Sin embargo, según dijo el juzgador Esteban López, ese es solo un ejemplo de las agresiones de las cuales fue víctima Leiva Fernández. Entre otros episodios, mencionó:

“Un día, Andrea (hermana de Mariana) la tuvo que alojar porque ella se había escapado de la casa y buscó refugio. Andrea nos dijo que la incitó a poner la denuncia, pero Mariana no quiso y eso nos deja claro el ciclo de violencia donde existe dominio del agresor”.

Sobre la prueba científica, López explicó que estas siempre inculparon al cien por ciento a Sequeira, lo cual vino a dar por cierta la confesión que él hizo poco tiempo después del crimen y la cual siempre mantuvo durante el primer juicio en su contra.

“La prueba determina que usted sí tomó ese cuchillo de la cocina y lo acometió en 11 ocasiones en contra de Mariana Leiva”, reprochó el juez López, quien hizo la lectura del por tanto.

Mientras la sentencia adquiere firmeza, Sequeira deberá permanecer seis meses en prisión preventiva.

Mariana Leiva Fernández fue asesinada el 5 de marzo del 2018 en su casa en barrio Capulín de Liberia, su esposo se entregó tras cometer el crimen.

‘Usted la agredía porque nunca aceptó que ella era la proveedora’

La razón de las agresiones no se tendrá a ciencia cierta, no obstante, el juez López sí aseguró que él la agredía "porque nunca aceptó que ella era la proveedora de la casa”.

Según se comprobó en el juicio, Mariana Leiva no solo era profesional en Ingeniería Industrial, sino que tenía un trabajo estable y tenía sus metas bien establecidas.

Eso desencadenaba que ella tomara la postura de proveedora de la casa, al punto de que hasta le compraba la ropa a Sequeira y le pagaba completamente todos los paseos que hacían tanto dentro como fuera del país.

Lo anterior, intentó demostrar la defensa, provocaba que supuestamente Mariana Leiva humillara al imputado de forma constante, lo cual generó tal presión en el acusado que terminó por asesinarla; sin embargo, dicha versión quedó totalmente descartada por el Tribunal.

“La defensa en sus conclusiones hizo varias manifestaciones de que todo (el crimen) obedeció a una emoción violenta, porque había una superioridad de parte de Mariana hacia su persona (Sequeira).

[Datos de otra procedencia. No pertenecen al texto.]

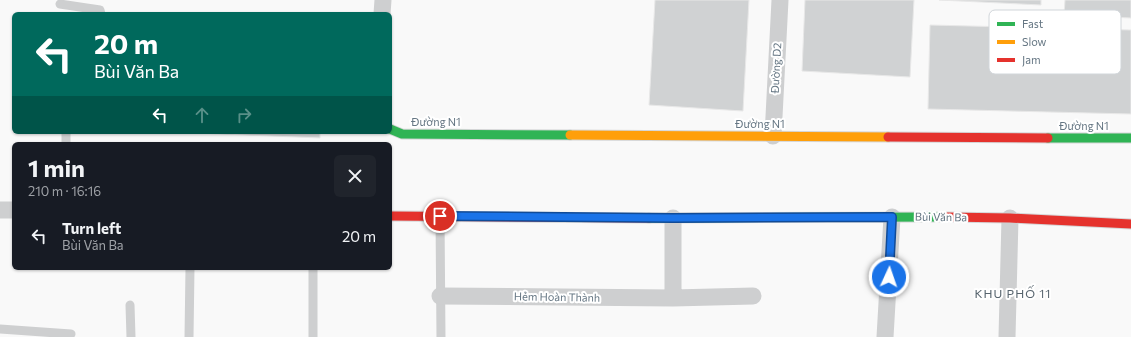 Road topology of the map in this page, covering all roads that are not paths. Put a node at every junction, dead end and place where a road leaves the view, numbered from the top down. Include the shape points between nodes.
1 (383, 0) edge
2 (780, 0) edge
3 (60, 2) edge
4 (61, 12) edge
5 (100, 12) edge
6 (382, 12) edge
7 (392, 130) edge
8 (773, 136) junction
9 (1131, 138) edge
10 (0, 210) edge
11 (12, 210) edge
12 (392, 216) edge
13 (440, 216) junction
14 (892, 217) junction
15 (673, 218) junction
16 (1010, 218) junction
17 (1131, 224) edge
18 (190, 270) edge
19 (313, 270) edge
20 (440, 296) junction
21 (753, 296) dead end
22 (673, 298) junction
23 (130, 305) dead end
24 (0, 329) edge
25 (71, 334) dead end
26 (131, 337) edge
27 (189, 337) edge
28 (313, 337) edge
29 (441, 337) edge
30 (885, 337) edge
31 (1007, 337) edge

1 - 6 street
2 - 8 street, Đường D2
3 - 4 lane
3 - 5 lane
7 - 8 street, Đường N1 via 402,134
8 - 9 street, Đường N1
10 - 11 street
12 - 13 street, Bùi Văn Ba
13 - 15 street, Bùi Văn Ba
13 - 20 lane
14 - 15 street, Bùi Văn Ba
14 - 16 street, Bùi Văn Ba
14 - 30 street
15 - 22 street
16 - 17 street, Bùi Văn Ba
16 - 31 street
18 - 27 lane
19 - 28 lane
20 - 22 street, Hẻm Hoàn Thành
20 - 29 lane
21 - 22 street, Hẻm Hoàn Thành
23 - 26 lane
24 - 25 lane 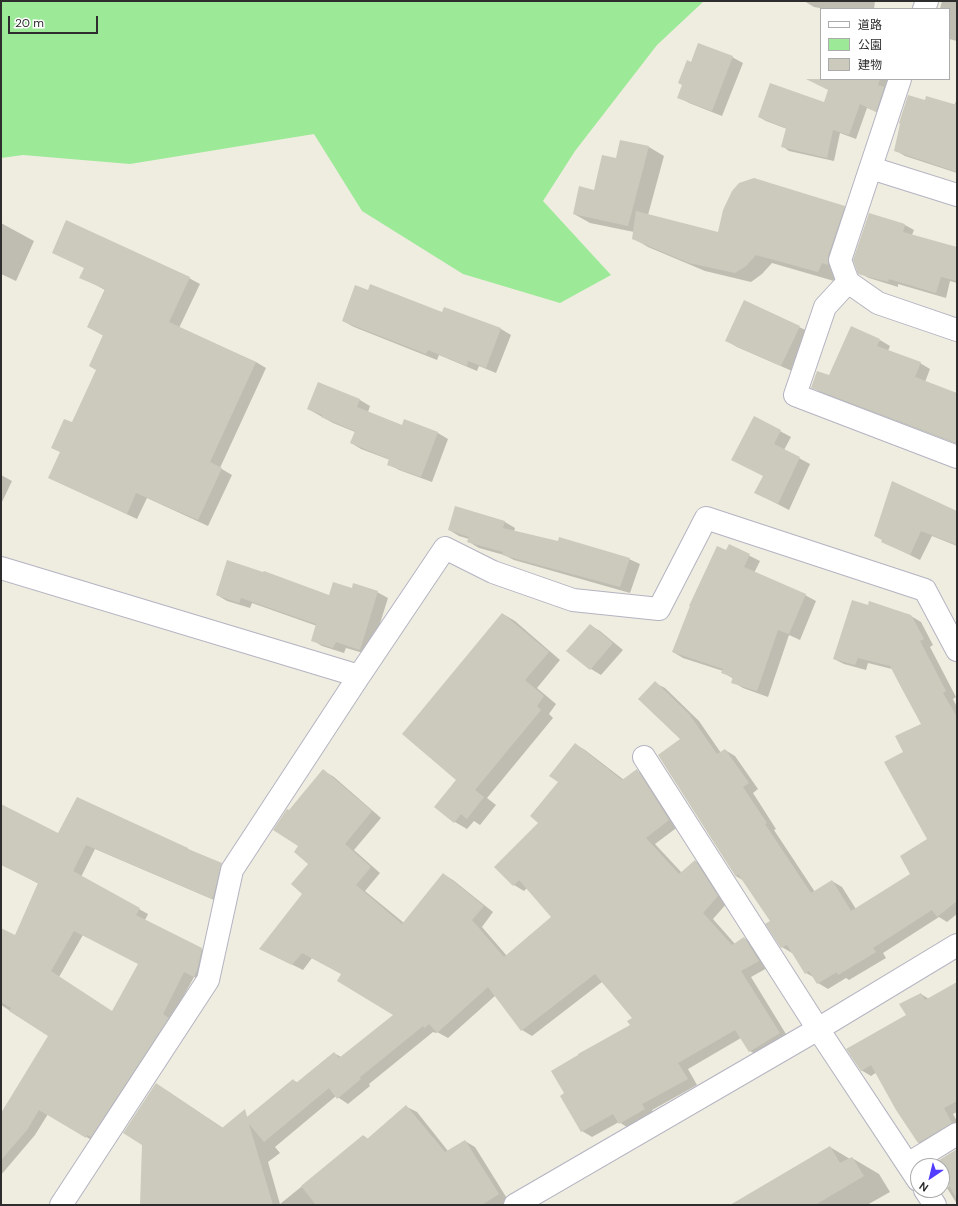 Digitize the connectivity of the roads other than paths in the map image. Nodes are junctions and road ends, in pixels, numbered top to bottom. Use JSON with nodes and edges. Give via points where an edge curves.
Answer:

"El Tribunal no tiene por acreditado esa circunstancia en atención a lo siguiente: Es cierto que desde lo académico y lo patrimonial ella se encontraba en una escala superior a su persona, porque era profesional y tenía un trabajo estable (...) pero esa posición superior no implica que Mariana ejercería actos de humillación o exclusión hacia su persona o su familia”.

Por el contrario, dijo López, hasta en la misma declaración de Sequeira quedó claro que Mariana era quien lo impulsaba a salir adelante, por lo que descartaron que se tratara de un homicidio especialmente atenuado.

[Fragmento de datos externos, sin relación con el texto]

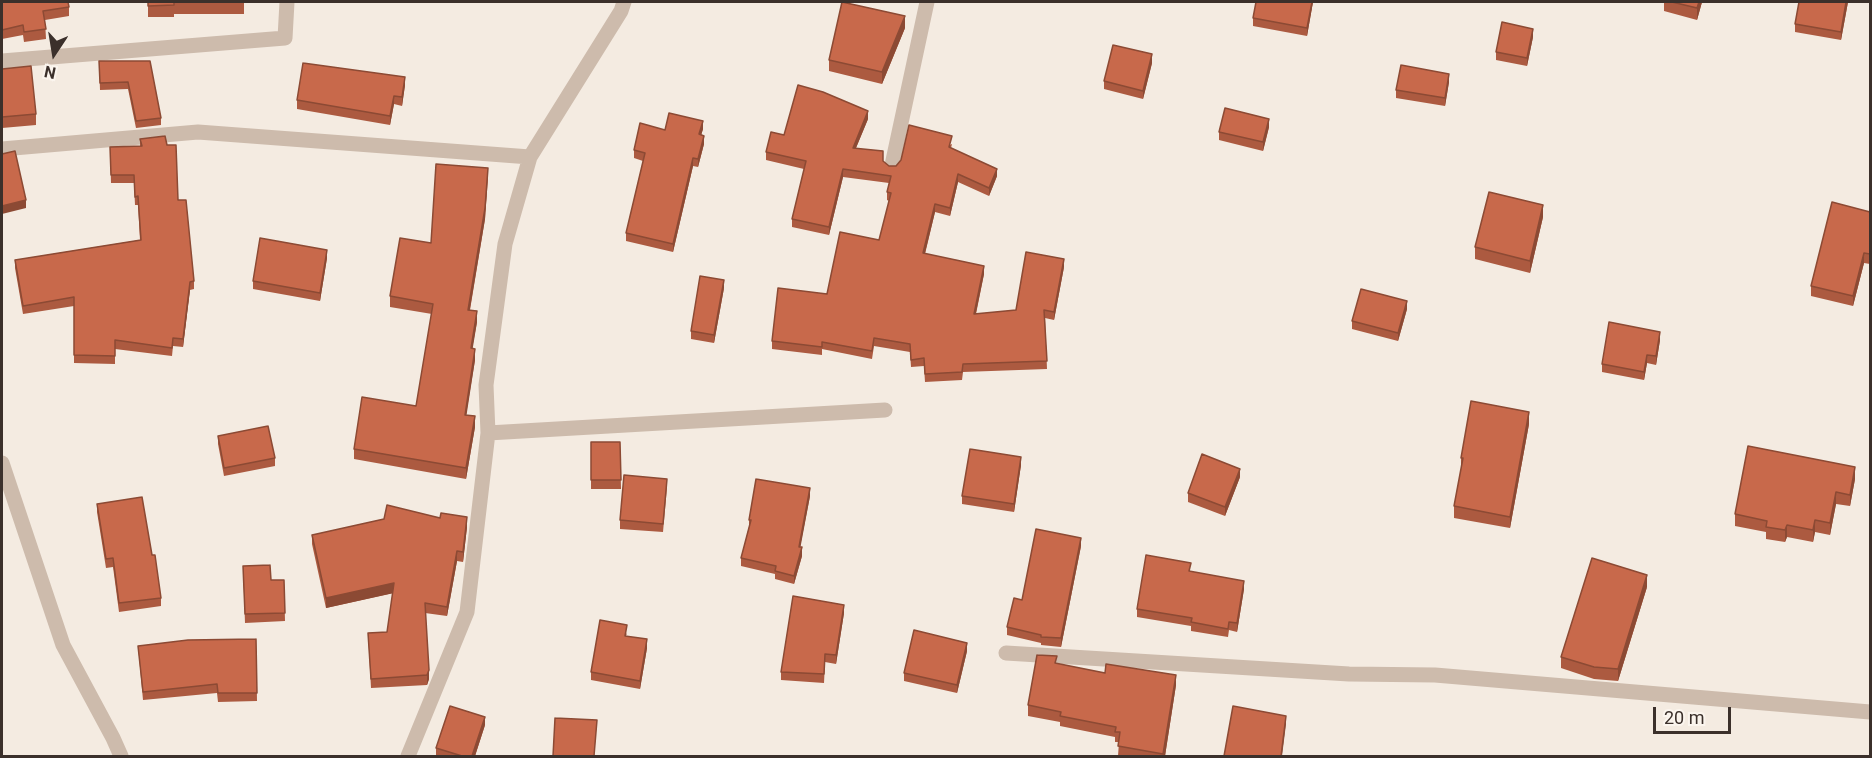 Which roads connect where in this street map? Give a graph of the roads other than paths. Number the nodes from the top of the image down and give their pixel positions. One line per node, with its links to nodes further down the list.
1 (287, 2): 4 (street)
2 (624, 2): 6 (street)
3 (927, 2): 7 (street)
4 (2, 61)
5 (2, 149): 6 (street)
6 (530, 157): 9 (street)
7 (892, 165)
8 (885, 410): 9 (street)
9 (488, 434): 14 (street)
10 (2, 463): 13 (street)
11 (1006, 653): 12 (street)
12 (1870, 712)
13 (121, 756)
14 (408, 756)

"Usted mismo lo reconoce y resulta contradictorio que hable de humillación cuando ha dicho que ella era la persona que lo impulsaba a seguir adelante, a estudiar. (...) También indica en su declaración que era Mariana quien le compraba la ropa.

“Además, (...) era incluido para ir a cenas, incluido en momentos hasta en los que no quería ir (...) se le invitó e incluyó hasta a viajes todo pago hacia Nicaragua”, apuntó el juzgador.

Entonces, observando esa situación es que el Tribunal determina que lo que pasó es que Sequeira “nunca se acopló, nunca reconoció que Mariana era la proveedora, porque él viene con un pensamiento patriarcal, de llevar el hombre la batuta. Nunca reconoció que Mariana era la que llevaba ese rol en todos los sentidos”.